Pregnancy and Effect


     May 17, 2012. That's the day it was when I discovered why the scale had been moving in the wrong direction, despite my efforts. I was enjoying an evening with friends. A small, rather unhealthy sandwich and a half of a beer later, I felt nauseated. That never happened when I was drinking light. Ever. I decided that my mind was probably playing tricks on me, but I would go take a quick test just to be safe. Imagine my surprise when that thing popped up with a positive quicker than the time it took me to pee on the thing. I sat there for a couple seconds staring at it and then bolted out of our apartment to go see my friends that lived in the apartment across the way. I had to come up with some creative way to tell my husband in a flash since everyone was there. Keisha, my neighbor, gave me a onesie she had and some markers to use. Running back into my apartment, I grabbed my 2 year old and locked myself in her room. She and I decorated one of her shirts to say "Guess What Daddy!" Then I sent her out with the pregnancy test carefully wrapped up in the onesie to give to Rich. It took him a minute, but the look on his face and the surprise was absolutely hilarious! It was a great end to a disappointing scale day for us.

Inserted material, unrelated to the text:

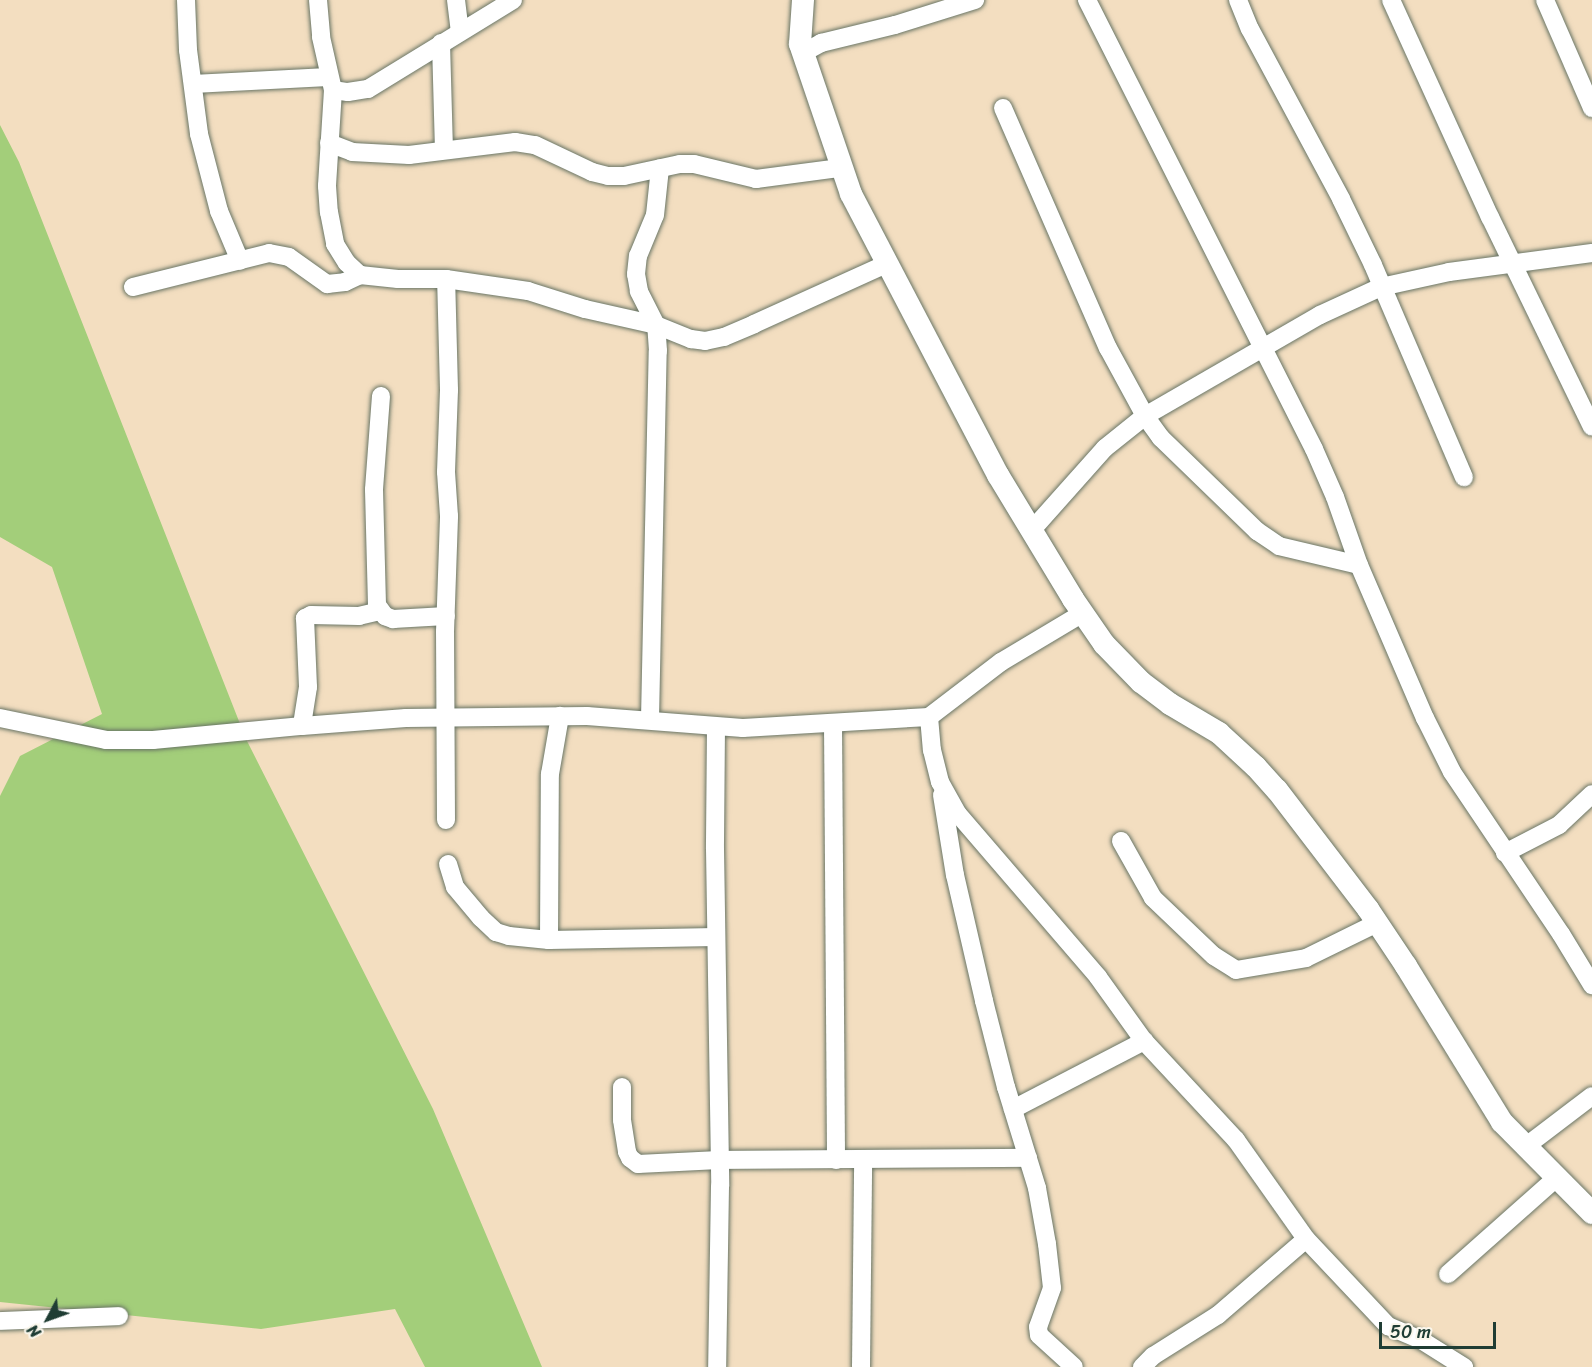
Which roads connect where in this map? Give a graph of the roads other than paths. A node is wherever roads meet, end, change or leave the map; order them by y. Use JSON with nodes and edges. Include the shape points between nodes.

     A couple days after the positive test, every smell bugged me. I had dark hair showing up on my belly and was sicker than a dog! I didn't experience that with my daughter at all. I had a lot of sciatic pain with her, but other than that it was a relatively easy pregnancy. Not with my son. Right from the start I was nauseated. Puking a few times a day and losing weight fast. I dropped down to 159 by the time I was 16 weeks along. It seems selfish, but I was kind of grateful that I wasn't packing the weight on like the time before. I didn't even start showing until we moved from Texas around 20 weeks. We had to stop and get Maternity clothes before we started the long drive to our new home just because my body chose that moment to start expanding.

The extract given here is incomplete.